Distribution of CD166⁺ chondrocytes within the osteoarthritis (OA) joint cartilage matrix. CD166⁺ cells, characterized by an intense brown staining of the cell membrane and pericellular matrix, are localized primarily in the superficial and middle cartilage zones of OA cartilage. In contrast, almost no CD166⁺ cells are in the deep and calcified cartilage zones. The corresponding isotype control of the immunohistochemical mesenchymal progenitor cell staining shows an absence of a positive signal, supporting the specificity of the above-named CD166 staining. Magnifications: 100 × (large micrograph), 400 × (insets). Results of semiquantitative analysis of cartilage samples from six patients with OA are expressed as mean ± standard error of the mean (SEM).

Figure 7

Distribution of CD166⁺ chondrocytes within the normal joint cartilage matrix.

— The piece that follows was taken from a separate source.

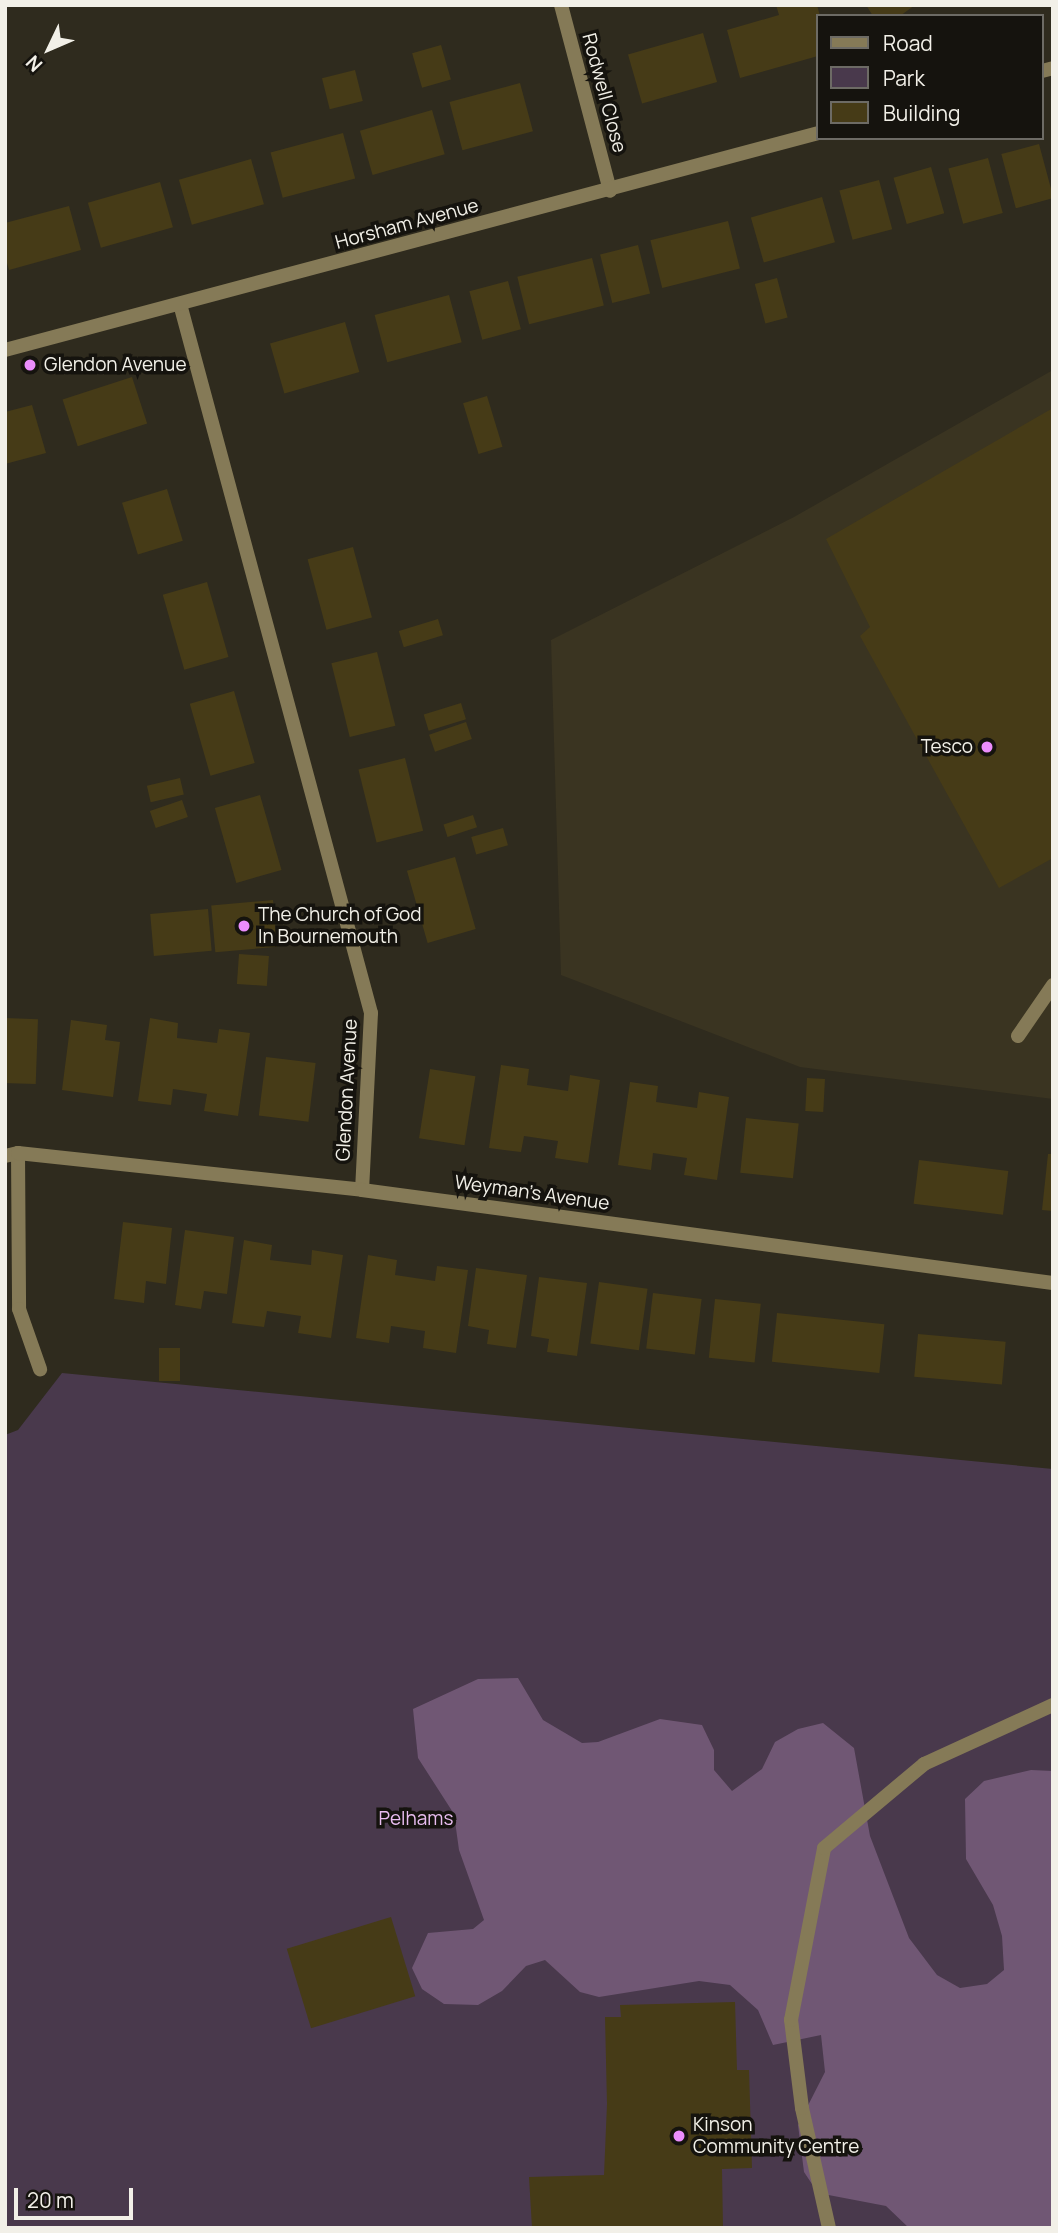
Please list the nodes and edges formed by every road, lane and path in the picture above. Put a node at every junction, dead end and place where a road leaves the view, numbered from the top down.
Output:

CD166⁺ cells within normal cartilage matrix show a distribution pattern similar to that of osteoarthritic cartilage (shown in Figure 6), and the absence of a positive staining signal in the corresponding isotype control proves the specificity of the CD166 staining. Magnifications: 100 × (large micrograph), 400 × (insets). Results of semiquantitative analysis of cartilage samples from three normal donors are expressed as mean ± standard error of the mean (SEM).